What the task asks: From the records below, transcribe only the lines running from the one with "I need the junctions" through the one with "paths in this". Keep both of those end lines.

Dataset entries:
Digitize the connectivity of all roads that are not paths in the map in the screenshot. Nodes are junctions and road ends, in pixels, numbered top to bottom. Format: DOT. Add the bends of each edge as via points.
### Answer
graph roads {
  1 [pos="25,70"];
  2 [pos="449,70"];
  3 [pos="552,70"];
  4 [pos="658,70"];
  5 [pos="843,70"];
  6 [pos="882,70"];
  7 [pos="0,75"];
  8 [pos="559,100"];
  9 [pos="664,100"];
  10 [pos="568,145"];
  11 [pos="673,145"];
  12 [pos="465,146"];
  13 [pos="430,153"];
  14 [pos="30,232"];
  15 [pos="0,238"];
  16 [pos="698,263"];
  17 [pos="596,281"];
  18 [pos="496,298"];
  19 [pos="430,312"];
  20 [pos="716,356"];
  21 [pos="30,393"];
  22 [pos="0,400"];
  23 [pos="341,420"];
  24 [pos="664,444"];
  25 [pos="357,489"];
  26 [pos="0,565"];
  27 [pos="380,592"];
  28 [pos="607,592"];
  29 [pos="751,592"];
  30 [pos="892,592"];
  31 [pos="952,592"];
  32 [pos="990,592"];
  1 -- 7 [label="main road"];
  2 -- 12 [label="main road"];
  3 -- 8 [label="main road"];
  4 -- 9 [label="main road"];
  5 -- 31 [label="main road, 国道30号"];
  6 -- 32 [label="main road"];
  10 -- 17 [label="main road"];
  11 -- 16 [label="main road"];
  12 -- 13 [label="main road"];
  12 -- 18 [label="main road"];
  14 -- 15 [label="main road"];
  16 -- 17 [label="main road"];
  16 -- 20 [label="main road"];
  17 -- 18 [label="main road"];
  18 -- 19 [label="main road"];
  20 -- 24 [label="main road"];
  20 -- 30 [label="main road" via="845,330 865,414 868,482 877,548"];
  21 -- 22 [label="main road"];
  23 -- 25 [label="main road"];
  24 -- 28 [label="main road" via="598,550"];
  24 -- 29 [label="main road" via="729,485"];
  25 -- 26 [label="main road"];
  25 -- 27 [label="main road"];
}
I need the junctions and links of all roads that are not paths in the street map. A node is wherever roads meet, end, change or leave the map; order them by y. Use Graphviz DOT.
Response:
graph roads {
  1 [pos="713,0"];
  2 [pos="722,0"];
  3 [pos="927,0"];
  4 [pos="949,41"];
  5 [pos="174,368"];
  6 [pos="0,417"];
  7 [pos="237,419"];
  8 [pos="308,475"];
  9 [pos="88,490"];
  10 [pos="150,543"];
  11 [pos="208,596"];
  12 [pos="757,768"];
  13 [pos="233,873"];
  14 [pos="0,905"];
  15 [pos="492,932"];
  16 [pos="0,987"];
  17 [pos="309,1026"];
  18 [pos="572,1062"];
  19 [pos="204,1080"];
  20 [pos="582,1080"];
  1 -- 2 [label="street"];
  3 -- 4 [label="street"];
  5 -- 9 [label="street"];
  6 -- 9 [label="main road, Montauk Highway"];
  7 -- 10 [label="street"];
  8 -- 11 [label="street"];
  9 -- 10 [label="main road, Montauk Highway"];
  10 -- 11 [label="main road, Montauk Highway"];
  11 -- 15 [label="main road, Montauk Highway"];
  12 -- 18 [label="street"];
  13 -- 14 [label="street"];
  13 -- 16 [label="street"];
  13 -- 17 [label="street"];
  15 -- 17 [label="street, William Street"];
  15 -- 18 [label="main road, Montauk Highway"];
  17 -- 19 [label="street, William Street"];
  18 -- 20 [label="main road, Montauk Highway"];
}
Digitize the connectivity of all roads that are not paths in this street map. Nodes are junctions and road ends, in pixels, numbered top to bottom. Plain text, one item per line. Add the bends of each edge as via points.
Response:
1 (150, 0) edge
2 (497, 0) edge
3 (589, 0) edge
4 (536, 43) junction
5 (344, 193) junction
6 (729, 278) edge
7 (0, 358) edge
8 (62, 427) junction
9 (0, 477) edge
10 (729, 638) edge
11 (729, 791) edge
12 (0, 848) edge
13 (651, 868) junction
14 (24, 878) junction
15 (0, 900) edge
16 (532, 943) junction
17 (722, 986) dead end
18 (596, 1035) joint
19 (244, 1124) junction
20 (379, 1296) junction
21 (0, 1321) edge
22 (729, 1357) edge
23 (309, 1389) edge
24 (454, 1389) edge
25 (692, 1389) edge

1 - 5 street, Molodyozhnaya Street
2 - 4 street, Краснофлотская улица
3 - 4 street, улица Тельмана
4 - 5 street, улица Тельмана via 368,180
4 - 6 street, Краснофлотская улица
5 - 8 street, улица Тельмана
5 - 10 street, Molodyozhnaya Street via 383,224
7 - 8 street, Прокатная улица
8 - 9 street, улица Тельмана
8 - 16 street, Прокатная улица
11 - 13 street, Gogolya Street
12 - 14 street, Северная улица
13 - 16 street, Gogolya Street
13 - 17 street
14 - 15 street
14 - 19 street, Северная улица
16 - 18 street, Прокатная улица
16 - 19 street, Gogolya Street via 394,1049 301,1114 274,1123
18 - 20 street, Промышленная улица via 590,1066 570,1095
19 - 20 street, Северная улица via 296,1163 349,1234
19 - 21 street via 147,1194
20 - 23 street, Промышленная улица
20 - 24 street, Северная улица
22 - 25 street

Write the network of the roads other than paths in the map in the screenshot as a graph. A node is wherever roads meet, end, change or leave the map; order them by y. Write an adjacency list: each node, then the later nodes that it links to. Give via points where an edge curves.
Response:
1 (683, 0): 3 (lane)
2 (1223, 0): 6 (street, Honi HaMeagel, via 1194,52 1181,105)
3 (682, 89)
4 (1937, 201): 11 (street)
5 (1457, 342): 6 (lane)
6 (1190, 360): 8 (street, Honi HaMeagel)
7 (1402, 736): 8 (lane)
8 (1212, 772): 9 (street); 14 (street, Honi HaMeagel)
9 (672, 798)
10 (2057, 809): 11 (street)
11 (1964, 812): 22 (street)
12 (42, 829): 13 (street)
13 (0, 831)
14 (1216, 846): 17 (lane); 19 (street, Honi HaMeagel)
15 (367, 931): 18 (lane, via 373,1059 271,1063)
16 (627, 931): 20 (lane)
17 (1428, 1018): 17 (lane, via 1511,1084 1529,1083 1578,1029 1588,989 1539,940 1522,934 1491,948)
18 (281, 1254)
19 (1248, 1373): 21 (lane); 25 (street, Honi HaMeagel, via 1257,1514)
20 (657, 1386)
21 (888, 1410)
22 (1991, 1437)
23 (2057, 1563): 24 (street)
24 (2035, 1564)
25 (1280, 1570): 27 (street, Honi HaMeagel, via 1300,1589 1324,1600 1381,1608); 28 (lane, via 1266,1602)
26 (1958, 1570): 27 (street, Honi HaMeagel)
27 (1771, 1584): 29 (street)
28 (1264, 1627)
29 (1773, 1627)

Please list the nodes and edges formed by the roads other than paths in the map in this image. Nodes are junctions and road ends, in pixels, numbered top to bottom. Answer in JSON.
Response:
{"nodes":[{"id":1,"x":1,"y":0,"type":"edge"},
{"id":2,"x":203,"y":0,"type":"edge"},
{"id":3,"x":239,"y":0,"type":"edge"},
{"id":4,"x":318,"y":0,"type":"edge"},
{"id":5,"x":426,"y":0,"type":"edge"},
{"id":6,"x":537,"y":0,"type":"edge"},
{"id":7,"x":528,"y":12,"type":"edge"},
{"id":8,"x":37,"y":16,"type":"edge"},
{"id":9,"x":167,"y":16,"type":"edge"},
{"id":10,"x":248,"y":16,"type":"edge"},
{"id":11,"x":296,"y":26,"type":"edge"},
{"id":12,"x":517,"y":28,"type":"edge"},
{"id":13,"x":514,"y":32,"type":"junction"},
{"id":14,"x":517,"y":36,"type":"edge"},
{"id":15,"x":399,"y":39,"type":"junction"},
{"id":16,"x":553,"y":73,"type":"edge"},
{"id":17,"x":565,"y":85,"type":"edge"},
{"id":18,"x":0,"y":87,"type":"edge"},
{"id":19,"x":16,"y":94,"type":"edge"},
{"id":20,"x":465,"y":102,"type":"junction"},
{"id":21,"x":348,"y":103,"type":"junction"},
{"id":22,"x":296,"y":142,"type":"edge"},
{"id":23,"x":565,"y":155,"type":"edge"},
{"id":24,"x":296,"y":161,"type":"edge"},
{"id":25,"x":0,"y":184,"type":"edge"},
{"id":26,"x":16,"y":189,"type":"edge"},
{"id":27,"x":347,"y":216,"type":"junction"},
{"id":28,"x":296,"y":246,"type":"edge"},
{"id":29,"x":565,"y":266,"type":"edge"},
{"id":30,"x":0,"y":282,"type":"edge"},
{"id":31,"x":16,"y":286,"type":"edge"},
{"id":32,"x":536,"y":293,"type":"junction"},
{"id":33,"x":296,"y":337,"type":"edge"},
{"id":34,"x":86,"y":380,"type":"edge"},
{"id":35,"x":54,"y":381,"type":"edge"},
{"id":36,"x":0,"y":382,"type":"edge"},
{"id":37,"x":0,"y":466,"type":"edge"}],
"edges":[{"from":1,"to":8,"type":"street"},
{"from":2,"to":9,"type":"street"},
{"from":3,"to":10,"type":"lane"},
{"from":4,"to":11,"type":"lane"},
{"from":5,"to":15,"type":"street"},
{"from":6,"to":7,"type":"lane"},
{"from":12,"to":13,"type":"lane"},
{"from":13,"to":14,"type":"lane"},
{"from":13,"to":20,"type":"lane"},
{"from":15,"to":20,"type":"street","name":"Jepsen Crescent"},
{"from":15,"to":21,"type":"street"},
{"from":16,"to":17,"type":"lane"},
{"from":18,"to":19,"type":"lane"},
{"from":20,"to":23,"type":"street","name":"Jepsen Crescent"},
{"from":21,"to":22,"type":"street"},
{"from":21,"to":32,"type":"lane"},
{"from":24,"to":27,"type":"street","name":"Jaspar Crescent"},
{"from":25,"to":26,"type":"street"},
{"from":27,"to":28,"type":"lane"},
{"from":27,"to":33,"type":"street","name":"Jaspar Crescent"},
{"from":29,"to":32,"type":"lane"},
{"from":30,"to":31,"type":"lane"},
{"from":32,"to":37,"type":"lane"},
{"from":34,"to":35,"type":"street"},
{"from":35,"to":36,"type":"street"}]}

Task output:
I need the junctions and links of all roads that are not paths in the street map. A node is wherever roads meet, end, change or leave the map; order them by y. Use Graphviz DOT.
Response:
graph roads {
  1 [pos="713,0"];
  2 [pos="722,0"];
  3 [pos="927,0"];
  4 [pos="949,41"];
  5 [pos="174,368"];
  6 [pos="0,417"];
  7 [pos="237,419"];
  8 [pos="308,475"];
  9 [pos="88,490"];
  10 [pos="150,543"];
  11 [pos="208,596"];
  12 [pos="757,768"];
  13 [pos="233,873"];
  14 [pos="0,905"];
  15 [pos="492,932"];
  16 [pos="0,987"];
  17 [pos="309,1026"];
  18 [pos="572,1062"];
  19 [pos="204,1080"];
  20 [pos="582,1080"];
  1 -- 2 [label="street"];
  3 -- 4 [label="street"];
  5 -- 9 [label="street"];
  6 -- 9 [label="main road, Montauk Highway"];
  7 -- 10 [label="street"];
  8 -- 11 [label="street"];
  9 -- 10 [label="main road, Montauk Highway"];
  10 -- 11 [label="main road, Montauk Highway"];
  11 -- 15 [label="main road, Montauk Highway"];
  12 -- 18 [label="street"];
  13 -- 14 [label="street"];
  13 -- 16 [label="street"];
  13 -- 17 [label="street"];
  15 -- 17 [label="street, William Street"];
  15 -- 18 [label="main road, Montauk Highway"];
  17 -- 19 [label="street, William Street"];
  18 -- 20 [label="main road, Montauk Highway"];
}
Digitize the connectivity of all roads that are not paths in this street map. Nodes are junctions and road ends, in pixels, numbered top to bottom. Plain text, one item per line. Add the bends of each edge as via points.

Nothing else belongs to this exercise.